In a letter to selectmen South Hadley Town Planner Richard Harris alleges that the engineering firm has displayed “a lack of respect for” South Hadley building commissioner Brenda Church who began work on December 3 - when she almost immediately found problems with the project.
SOUTH HADLEY - The town has ordered a halt to the half-million dollar construction job at South Hadley Senior Center after state and town inspectors discovered problems with the work of the private engineering and architectural firm overseeing the project, Town Planner Richard Harris told selectmen at Tuesday’s meeting.
He has characterized the problems as suggestive of “negligence.”
And in a letter to selectmen Harris alleges that the engineering firm has displayed “a lack of respect for” South Hadley building commissioner Brenda Church who began work on December 3 - when she almost immediately found problems with the project. The town had been without a building inspector since Steve Reno’s departure in April.
Russo Barr Associates, Inc. of Burlington is the engineering consulting firm that designed the plans to repair the senior center. Russo Barr is in charge of the construction work being done by M D M Engineering Company, Inc. of Dudley.
The company did not respond to multiple calls placed Thursday and Friday to their Burlington office.

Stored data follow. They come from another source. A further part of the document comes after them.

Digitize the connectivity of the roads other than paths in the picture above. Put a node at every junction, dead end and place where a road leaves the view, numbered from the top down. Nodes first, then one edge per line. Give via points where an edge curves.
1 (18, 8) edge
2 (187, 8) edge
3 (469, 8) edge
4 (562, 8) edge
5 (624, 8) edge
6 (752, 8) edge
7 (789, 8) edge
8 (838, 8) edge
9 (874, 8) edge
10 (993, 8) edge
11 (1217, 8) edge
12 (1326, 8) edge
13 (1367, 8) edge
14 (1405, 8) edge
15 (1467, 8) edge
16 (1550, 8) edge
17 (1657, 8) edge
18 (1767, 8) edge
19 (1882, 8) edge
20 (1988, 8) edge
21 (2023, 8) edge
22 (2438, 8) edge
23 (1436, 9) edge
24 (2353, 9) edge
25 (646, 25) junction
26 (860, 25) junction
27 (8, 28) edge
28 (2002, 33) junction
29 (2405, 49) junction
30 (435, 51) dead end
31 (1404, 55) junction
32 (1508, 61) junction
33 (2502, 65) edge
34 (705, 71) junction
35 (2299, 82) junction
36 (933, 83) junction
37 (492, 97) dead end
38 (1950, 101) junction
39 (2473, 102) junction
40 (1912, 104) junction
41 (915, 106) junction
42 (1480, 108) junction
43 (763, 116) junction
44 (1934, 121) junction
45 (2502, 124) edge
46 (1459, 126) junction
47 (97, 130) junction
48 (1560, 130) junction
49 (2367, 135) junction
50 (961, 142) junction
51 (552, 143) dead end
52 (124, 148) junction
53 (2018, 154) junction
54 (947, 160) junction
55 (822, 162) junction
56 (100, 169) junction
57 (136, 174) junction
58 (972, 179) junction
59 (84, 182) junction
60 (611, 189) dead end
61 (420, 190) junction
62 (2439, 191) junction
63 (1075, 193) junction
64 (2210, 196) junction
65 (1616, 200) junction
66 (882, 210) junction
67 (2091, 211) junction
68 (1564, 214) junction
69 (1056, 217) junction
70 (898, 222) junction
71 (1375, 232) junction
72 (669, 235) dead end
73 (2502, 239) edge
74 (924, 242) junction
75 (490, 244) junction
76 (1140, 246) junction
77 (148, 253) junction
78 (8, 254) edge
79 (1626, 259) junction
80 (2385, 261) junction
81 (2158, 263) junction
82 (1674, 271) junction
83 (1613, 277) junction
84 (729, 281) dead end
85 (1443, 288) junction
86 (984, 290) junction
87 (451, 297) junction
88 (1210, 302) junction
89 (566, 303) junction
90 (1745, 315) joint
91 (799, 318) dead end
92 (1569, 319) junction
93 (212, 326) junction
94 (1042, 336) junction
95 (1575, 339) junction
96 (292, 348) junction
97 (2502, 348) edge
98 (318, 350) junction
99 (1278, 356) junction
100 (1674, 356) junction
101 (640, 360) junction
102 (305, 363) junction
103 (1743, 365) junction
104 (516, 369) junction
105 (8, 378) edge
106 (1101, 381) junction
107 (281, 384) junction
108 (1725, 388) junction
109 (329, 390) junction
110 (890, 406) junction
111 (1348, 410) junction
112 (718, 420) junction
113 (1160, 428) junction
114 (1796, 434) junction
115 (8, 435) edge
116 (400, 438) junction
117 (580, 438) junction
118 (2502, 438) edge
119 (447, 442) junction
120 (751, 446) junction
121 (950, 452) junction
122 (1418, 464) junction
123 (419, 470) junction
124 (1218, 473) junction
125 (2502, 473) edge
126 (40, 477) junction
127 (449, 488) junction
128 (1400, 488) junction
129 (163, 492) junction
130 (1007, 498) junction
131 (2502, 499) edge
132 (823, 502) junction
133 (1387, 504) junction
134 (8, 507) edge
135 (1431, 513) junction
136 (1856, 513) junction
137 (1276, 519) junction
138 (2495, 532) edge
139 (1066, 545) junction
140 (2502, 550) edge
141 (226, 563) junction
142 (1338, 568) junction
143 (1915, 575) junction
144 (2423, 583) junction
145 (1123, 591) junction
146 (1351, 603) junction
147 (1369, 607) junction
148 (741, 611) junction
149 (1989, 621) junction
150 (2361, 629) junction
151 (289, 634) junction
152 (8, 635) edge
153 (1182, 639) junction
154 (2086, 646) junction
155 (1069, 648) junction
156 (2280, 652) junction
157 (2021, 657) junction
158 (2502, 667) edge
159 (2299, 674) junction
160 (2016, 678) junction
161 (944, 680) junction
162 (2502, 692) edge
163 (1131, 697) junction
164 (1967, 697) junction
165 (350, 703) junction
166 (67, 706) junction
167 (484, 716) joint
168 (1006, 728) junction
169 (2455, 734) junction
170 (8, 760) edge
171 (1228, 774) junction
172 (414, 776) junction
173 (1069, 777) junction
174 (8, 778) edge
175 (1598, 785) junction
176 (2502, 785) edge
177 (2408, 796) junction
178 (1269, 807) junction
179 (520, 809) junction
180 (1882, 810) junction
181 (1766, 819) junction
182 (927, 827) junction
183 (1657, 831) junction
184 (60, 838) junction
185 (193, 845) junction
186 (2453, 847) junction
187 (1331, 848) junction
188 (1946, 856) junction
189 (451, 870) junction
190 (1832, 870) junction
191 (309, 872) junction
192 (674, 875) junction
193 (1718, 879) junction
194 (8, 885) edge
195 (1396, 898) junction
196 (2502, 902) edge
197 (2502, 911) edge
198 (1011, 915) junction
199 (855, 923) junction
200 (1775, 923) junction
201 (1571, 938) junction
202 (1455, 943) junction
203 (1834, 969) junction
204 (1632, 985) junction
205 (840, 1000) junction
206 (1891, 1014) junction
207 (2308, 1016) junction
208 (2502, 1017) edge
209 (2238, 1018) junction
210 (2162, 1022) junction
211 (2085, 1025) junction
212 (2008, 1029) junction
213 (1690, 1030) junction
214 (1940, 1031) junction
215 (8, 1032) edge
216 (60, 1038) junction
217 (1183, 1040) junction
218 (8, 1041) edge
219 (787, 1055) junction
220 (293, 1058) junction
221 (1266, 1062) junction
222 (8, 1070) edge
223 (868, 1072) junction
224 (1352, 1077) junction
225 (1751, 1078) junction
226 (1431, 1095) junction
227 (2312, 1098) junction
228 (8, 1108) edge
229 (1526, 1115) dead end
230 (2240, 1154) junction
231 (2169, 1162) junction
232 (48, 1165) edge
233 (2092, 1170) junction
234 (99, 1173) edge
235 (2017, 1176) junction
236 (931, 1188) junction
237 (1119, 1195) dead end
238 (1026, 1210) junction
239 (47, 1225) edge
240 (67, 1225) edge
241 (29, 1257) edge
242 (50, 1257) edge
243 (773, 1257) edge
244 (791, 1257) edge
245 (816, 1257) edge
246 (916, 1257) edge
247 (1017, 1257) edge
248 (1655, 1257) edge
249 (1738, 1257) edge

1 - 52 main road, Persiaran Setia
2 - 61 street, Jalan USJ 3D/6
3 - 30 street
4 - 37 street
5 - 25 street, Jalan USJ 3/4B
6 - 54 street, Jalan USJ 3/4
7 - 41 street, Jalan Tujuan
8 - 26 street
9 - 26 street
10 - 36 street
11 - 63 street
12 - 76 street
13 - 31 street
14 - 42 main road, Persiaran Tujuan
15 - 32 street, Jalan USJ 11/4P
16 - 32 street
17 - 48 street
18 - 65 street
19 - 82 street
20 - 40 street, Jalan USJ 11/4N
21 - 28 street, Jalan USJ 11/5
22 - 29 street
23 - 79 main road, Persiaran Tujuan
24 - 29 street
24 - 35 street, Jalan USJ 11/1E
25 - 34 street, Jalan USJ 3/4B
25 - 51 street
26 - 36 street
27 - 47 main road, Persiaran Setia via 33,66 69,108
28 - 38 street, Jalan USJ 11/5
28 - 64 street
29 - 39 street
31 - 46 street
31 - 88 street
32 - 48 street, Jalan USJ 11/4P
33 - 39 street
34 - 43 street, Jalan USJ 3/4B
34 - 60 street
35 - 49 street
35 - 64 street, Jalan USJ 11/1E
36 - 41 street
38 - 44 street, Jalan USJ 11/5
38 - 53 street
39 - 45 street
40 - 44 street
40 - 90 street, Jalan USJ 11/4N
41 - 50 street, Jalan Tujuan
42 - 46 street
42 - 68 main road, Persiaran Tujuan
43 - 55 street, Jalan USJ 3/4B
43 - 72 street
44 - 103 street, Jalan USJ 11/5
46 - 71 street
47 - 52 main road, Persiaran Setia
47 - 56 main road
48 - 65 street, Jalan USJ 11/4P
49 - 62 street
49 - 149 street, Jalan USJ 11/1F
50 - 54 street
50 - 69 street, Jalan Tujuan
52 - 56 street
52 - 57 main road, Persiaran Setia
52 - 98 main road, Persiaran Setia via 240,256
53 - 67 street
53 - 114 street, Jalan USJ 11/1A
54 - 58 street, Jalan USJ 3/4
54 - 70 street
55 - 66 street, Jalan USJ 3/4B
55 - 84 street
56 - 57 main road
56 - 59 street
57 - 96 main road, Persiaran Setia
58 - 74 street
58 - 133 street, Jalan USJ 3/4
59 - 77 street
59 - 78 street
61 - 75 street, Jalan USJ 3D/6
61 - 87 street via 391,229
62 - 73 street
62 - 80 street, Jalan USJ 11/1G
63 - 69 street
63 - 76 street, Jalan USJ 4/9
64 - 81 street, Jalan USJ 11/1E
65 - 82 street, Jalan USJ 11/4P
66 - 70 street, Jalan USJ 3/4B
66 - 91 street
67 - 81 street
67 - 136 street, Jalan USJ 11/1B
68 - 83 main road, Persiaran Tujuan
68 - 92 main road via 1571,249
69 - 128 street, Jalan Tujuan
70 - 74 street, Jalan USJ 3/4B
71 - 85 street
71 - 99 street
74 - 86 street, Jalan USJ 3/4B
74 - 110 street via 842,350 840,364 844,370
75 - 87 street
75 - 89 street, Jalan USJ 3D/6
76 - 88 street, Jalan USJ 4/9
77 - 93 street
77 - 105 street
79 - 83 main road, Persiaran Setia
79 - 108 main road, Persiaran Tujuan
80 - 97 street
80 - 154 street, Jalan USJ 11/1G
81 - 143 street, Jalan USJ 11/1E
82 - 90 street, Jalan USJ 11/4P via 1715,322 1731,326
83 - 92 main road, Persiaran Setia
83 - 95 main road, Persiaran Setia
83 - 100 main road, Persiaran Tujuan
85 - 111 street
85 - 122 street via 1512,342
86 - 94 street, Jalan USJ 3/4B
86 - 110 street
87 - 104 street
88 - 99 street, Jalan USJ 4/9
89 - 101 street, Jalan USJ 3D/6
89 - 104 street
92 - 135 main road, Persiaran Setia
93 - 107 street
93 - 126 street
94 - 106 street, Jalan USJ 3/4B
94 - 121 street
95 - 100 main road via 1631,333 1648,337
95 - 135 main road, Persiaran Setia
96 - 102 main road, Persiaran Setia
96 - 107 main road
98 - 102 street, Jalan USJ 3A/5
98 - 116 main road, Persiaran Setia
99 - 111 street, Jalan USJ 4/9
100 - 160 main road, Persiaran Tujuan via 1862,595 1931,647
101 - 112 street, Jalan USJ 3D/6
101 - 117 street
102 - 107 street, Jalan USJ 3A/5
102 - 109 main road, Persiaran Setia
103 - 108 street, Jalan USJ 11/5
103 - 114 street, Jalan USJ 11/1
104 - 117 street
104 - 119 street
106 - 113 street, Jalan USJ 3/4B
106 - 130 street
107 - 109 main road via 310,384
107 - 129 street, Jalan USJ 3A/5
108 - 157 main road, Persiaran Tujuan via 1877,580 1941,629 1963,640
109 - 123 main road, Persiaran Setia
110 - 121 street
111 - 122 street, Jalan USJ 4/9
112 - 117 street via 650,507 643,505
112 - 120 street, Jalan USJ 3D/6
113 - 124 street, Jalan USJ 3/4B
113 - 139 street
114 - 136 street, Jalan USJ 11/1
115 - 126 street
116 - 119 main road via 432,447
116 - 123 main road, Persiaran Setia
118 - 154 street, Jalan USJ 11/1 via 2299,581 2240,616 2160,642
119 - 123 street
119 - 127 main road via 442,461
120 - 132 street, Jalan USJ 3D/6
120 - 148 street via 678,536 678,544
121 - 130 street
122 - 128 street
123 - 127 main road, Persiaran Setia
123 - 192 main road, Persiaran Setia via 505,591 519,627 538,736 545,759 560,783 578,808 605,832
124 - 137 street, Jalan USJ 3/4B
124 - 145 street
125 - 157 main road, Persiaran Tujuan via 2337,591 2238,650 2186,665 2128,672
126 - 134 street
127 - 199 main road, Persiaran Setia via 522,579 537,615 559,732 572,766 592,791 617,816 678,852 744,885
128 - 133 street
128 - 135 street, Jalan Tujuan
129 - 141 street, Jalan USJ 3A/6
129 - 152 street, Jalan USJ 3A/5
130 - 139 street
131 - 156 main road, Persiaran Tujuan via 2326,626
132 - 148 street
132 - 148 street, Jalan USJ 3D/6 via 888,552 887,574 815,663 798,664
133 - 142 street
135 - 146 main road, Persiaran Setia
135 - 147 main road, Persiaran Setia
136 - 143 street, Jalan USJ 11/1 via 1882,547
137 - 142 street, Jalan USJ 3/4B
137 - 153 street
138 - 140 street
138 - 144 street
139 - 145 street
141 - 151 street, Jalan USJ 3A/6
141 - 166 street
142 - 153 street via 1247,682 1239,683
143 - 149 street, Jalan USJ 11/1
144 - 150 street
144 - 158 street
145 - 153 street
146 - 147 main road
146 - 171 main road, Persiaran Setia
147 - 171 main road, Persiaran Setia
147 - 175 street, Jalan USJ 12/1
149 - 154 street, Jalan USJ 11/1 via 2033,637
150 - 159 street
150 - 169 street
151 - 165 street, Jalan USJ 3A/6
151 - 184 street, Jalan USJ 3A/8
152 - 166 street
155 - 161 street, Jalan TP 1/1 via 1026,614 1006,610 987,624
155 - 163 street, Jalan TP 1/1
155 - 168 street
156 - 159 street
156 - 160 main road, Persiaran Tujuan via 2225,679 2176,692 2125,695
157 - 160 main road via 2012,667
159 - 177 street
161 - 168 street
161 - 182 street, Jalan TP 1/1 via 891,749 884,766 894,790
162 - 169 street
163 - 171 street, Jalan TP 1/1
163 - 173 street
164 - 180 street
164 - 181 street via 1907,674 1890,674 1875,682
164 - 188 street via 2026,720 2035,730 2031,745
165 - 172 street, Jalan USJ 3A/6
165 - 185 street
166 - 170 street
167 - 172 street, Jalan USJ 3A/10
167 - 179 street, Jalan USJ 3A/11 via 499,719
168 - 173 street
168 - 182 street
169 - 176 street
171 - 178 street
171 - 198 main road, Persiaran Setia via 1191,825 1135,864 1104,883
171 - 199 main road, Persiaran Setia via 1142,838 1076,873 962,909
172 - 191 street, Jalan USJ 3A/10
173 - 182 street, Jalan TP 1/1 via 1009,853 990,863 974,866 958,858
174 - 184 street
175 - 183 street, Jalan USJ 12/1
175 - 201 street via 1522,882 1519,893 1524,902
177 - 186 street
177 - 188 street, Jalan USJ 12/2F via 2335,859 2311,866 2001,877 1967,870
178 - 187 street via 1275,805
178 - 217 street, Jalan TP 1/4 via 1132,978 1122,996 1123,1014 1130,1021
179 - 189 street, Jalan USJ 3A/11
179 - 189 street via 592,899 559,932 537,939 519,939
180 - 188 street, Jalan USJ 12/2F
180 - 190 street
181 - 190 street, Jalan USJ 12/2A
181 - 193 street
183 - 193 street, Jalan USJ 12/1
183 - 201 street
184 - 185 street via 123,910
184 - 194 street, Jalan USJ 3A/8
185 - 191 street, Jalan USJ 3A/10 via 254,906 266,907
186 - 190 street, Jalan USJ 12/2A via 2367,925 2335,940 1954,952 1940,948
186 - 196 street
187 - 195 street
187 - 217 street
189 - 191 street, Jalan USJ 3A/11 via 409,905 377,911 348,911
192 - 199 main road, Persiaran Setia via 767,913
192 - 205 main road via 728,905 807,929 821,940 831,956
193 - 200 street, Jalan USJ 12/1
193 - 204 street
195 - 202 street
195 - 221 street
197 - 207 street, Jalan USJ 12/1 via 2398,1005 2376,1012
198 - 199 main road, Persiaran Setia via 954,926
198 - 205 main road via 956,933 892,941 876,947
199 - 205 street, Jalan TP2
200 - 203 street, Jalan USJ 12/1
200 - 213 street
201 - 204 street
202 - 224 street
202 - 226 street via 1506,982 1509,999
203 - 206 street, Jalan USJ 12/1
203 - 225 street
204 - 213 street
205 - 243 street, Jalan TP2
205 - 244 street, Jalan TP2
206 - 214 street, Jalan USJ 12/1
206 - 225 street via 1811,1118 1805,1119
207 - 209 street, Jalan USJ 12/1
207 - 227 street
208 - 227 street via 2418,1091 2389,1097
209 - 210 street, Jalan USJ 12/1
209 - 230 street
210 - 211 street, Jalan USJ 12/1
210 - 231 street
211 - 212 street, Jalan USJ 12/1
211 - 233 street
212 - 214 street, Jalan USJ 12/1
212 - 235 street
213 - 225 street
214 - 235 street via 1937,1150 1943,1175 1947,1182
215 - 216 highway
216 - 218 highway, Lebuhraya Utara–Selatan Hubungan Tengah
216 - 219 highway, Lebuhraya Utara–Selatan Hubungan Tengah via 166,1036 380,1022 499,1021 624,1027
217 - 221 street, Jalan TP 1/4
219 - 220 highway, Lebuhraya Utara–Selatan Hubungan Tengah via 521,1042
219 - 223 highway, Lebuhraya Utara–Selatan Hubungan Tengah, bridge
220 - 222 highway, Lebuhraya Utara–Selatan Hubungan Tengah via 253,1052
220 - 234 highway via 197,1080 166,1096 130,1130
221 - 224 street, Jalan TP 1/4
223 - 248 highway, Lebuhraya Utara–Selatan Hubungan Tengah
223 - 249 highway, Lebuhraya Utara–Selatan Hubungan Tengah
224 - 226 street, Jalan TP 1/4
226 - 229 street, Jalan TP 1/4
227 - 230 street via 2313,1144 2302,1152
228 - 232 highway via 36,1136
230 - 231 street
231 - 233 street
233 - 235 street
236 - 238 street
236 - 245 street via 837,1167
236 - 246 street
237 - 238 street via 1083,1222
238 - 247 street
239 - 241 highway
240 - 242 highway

Construction had been projected to be completed this month. Harris now says work would not begin anew until March. The center is currently in use.
The building “is currently safe for use,” Harris told the board. In response to a question by selectmen about when the work would resume, Harris said: “I hope work would resume [by] March.”
In his memorandum to selectmen Harris said the town’s building commissioner “and the state Inspector have identified numerous building code and permitting issues which have also led to identification of a number of construction and management/inspection concerns.”
Among the concerns are work done without obtaining permits, incomplete and incorrectly prepared permit applications, improper installation of roof heating, ventilation and air conditioning units and failure to provide all site visit reports, Harris told selectmen.
“The failure to check on the permits suggests negligence,” he told selectmen in the memorandum.
Most of the $561,000 repair project to replace the roof, perform structural repairs and upgrade the heating, ventilation and air conditioning system is from government block grants. Town meeting approved $100,000 for the work and to date $10,000 of that is expected to underwrite the work, Harris said.
The senior center is housed at the former Woodlawn School, built in 1924. There was an addition to the 12,000 square foot one-story wood structure in 1956. The 89 year old building was last renovated in the 1990’s.
When selectmen asked if any work might have to be re-done, Harris said: “We don’t know."
He also told selectmen the construction company often leaves the senior center a mess and fails to pick up after itself.
"Examples include. . . leaving the project site with a half doezn piles of debris sitting on the floor and pool tables, etc.," Harris wrote in his memorandum to selectmen.